▶ [TASK TO COMPLETE]:
Reproduce every entry below precisely; do not include the pictures.

▶ [INPUT RECORDS]:
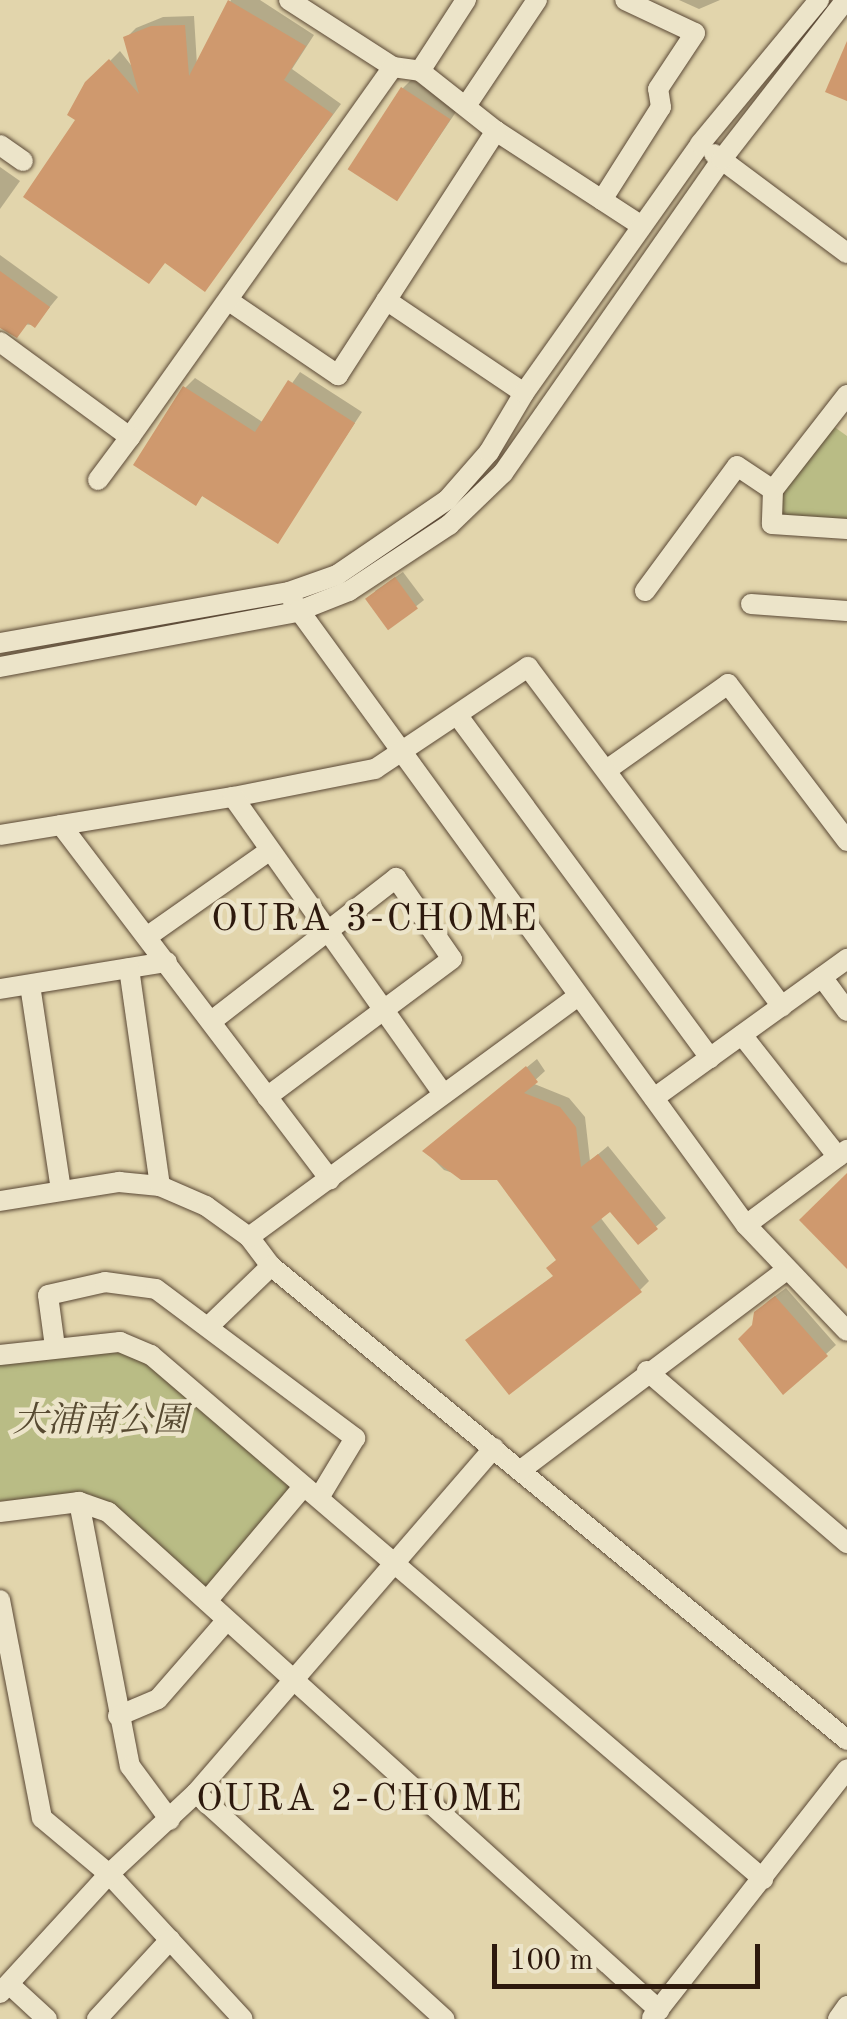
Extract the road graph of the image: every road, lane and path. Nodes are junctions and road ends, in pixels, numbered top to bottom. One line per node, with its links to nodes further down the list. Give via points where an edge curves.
1 (288, 0): 7 (street)
2 (466, 0): 8 (street)
3 (537, 0): 9 (street)
4 (625, 0): 15 (street, via 695,33 658,89 661,107)
5 (819, 0): 11 (street)
6 (846, 0): 13 (street)
7 (393, 67): 8 (street); 19 (street)
8 (420, 71): 9 (street)
9 (468, 102): 10 (street)
10 (496, 131): 15 (street); 18 (street)
11 (700, 144): 13 (street); 16 (street)
12 (0, 145): 14 (street)
13 (722, 159): 17 (street); 28 (street, via 502,474 404,558 349,591)
14 (23, 161)
15 (602, 200): 16 (street)
16 (640, 225): 21 (street)
17 (847, 252)
18 (386, 300): 19 (street, via 338,375); 21 (street)
19 (229, 301): 23 (street)
20 (0, 342): 23 (street)
21 (524, 393): 28 (street, via 490,452 447,500)
22 (847, 395): 25 (street)
23 (130, 437): 24 (street)
24 (98, 480)
25 (773, 490): 26 (street, via 772,524); 27 (street, via 737,466)
26 (847, 528)
27 (645, 590)
28 (293, 602): 31 (street); 32 (street); 34 (street)
29 (751, 604): 30 (street)
30 (847, 611)
31 (0, 643)
32 (0, 667)
33 (458, 716): 34 (street); 35 (street, via 528,667); 55 (street)
34 (400, 757): 36 (street, via 376,769); 49 (street)
35 (608, 769): 39 (street, via 728,684); 50 (street)
36 (234, 797): 37 (street); 40 (street)
37 (62, 826): 38 (street); 42 (street)
38 (0, 835)
39 (847, 841)
40 (269, 851): 41 (street); 42 (street)
41 (328, 930): 51 (street); 51 (street, via 396,878 452,959); 53 (street)
42 (148, 936): 44 (street)
43 (847, 959): 46 (street)
44 (167, 962): 45 (street); 53 (street)
45 (129, 968): 47 (street); 61 (street)
46 (822, 977): 50 (street); 52 (street)
47 (30, 985): 48 (street); 62 (street)
48 (0, 989)
49 (578, 996): 56 (street); 58 (street)
50 (782, 1006): 54 (street)
51 (385, 1009): 56 (street); 57 (street)
52 (847, 1011)
53 (213, 1020): 57 (street)
54 (742, 1035): 55 (street); 59 (street)
55 (710, 1058): 58 (street)
56 (442, 1092): 60 (street)
57 (268, 1097): 60 (street)
58 (654, 1098): 64 (street)
59 (842, 1153): 64 (street)
60 (330, 1179): 65 (street)
61 (160, 1186): 62 (street, via 118,1182); 65 (street)
62 (60, 1191): 63 (street)
63 (0, 1201)
64 (746, 1226): 67 (street)
65 (250, 1236): 66 (street)
66 (272, 1266): 68 (street); 73 (street)
67 (784, 1272): 69 (street); 72 (street)
68 (210, 1325): 70 (street, via 156,1289 105,1282 48,1294); 75 (street, via 355,1438)
69 (847, 1331)
70 (55, 1347): 71 (street); 75 (street, via 120,1342 151,1355)
71 (0, 1355)
72 (647, 1372): 74 (street); 78 (street)
73 (494, 1448): 74 (street); 79 (street)
74 (520, 1470): 85 (street)
75 (312, 1491): 79 (street); 81 (street)
76 (78, 1502): 77 (street); 81 (street, via 108,1512); 84 (street)
77 (0, 1512)
78 (847, 1543)
79 (398, 1565): 83 (street); 90 (street)
80 (0, 1600): 89 (street, via 42,1818)
81 (207, 1601): 82 (street)
82 (226, 1620): 83 (street); 84 (street, via 158,1699)
83 (294, 1682): 87 (street); 94 (street)
84 (118, 1716): 88 (street, via 130,1766)
85 (847, 1740)
86 (847, 1769): 90 (street)
87 (196, 1793): 88 (street); 98 (street)
88 (170, 1820): 89 (street)
89 (109, 1874): 91 (street); 92 (street)
90 (763, 1879): 94 (street)
91 (170, 1940): 96 (street); 97 (street)
92 (5, 1989): 95 (street)
93 (847, 2006): 99 (street)
94 (655, 2014)
95 (47, 2019)
96 (96, 2019)
97 (242, 2019)
98 (444, 2019)
99 (838, 2019)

▶ [RESULT FOR THIS EXERCISE]:
Extract the road graph of the image: every road, lane and path. Nodes are junctions and road ends, in pixels, numbered top to bottom. One line per node, with its links to nodes further down the list. Give via points where an edge curves.
1 (288, 0): 7 (street)
2 (466, 0): 8 (street)
3 (537, 0): 9 (street)
4 (625, 0): 15 (street, via 695,33 658,89 661,107)
5 (819, 0): 11 (street)
6 (846, 0): 13 (street)
7 (393, 67): 8 (street); 19 (street)
8 (420, 71): 9 (street)
9 (468, 102): 10 (street)
10 (496, 131): 15 (street); 18 (street)
11 (700, 144): 13 (street); 16 (street)
12 (0, 145): 14 (street)
13 (722, 159): 17 (street); 28 (street, via 502,474 404,558 349,591)
14 (23, 161)
15 (602, 200): 16 (street)
16 (640, 225): 21 (street)
17 (847, 252)
18 (386, 300): 19 (street, via 338,375); 21 (street)
19 (229, 301): 23 (street)
20 (0, 342): 23 (street)
21 (524, 393): 28 (street, via 490,452 447,500)
22 (847, 395): 25 (street)
23 (130, 437): 24 (street)
24 (98, 480)
25 (773, 490): 26 (street, via 772,524); 27 (street, via 737,466)
26 (847, 528)
27 (645, 590)
28 (293, 602): 31 (street); 32 (street); 34 (street)
29 (751, 604): 30 (street)
30 (847, 611)
31 (0, 643)
32 (0, 667)
33 (458, 716): 34 (street); 35 (street, via 528,667); 55 (street)
34 (400, 757): 36 (street, via 376,769); 49 (street)
35 (608, 769): 39 (street, via 728,684); 50 (street)
36 (234, 797): 37 (street); 40 (street)
37 (62, 826): 38 (street); 42 (street)
38 (0, 835)
39 (847, 841)
40 (269, 851): 41 (street); 42 (street)
41 (328, 930): 51 (street); 51 (street, via 396,878 452,959); 53 (street)
42 (148, 936): 44 (street)
43 (847, 959): 46 (street)
44 (167, 962): 45 (street); 53 (street)
45 (129, 968): 47 (street); 61 (street)
46 (822, 977): 50 (street); 52 (street)
47 (30, 985): 48 (street); 62 (street)
48 (0, 989)
49 (578, 996): 56 (street); 58 (street)
50 (782, 1006): 54 (street)
51 (385, 1009): 56 (street); 57 (street)
52 (847, 1011)
53 (213, 1020): 57 (street)
54 (742, 1035): 55 (street); 59 (street)
55 (710, 1058): 58 (street)
56 (442, 1092): 60 (street)
57 (268, 1097): 60 (street)
58 (654, 1098): 64 (street)
59 (842, 1153): 64 (street)
60 (330, 1179): 65 (street)
61 (160, 1186): 62 (street, via 118,1182); 65 (street)
62 (60, 1191): 63 (street)
63 (0, 1201)
64 (746, 1226): 67 (street)
65 (250, 1236): 66 (street)
66 (272, 1266): 68 (street); 73 (street)
67 (784, 1272): 69 (street); 72 (street)
68 (210, 1325): 70 (street, via 156,1289 105,1282 48,1294); 75 (street, via 355,1438)
69 (847, 1331)
70 (55, 1347): 71 (street); 75 (street, via 120,1342 151,1355)
71 (0, 1355)
72 (647, 1372): 74 (street); 78 (street)
73 (494, 1448): 74 (street); 79 (street)
74 (520, 1470): 85 (street)
75 (312, 1491): 79 (street); 81 (street)
76 (78, 1502): 77 (street); 81 (street, via 108,1512); 84 (street)
77 (0, 1512)
78 (847, 1543)
79 (398, 1565): 83 (street); 90 (street)
80 (0, 1600): 89 (street, via 42,1818)
81 (207, 1601): 82 (street)
82 (226, 1620): 83 (street); 84 (street, via 158,1699)
83 (294, 1682): 87 (street); 94 (street)
84 (118, 1716): 88 (street, via 130,1766)
85 (847, 1740)
86 (847, 1769): 90 (street)
87 (196, 1793): 88 (street); 98 (street)
88 (170, 1820): 89 (street)
89 (109, 1874): 91 (street); 92 (street)
90 (763, 1879): 94 (street)
91 (170, 1940): 96 (street); 97 (street)
92 (5, 1989): 95 (street)
93 (847, 2006): 99 (street)
94 (655, 2014)
95 (47, 2019)
96 (96, 2019)
97 (242, 2019)
98 (444, 2019)
99 (838, 2019)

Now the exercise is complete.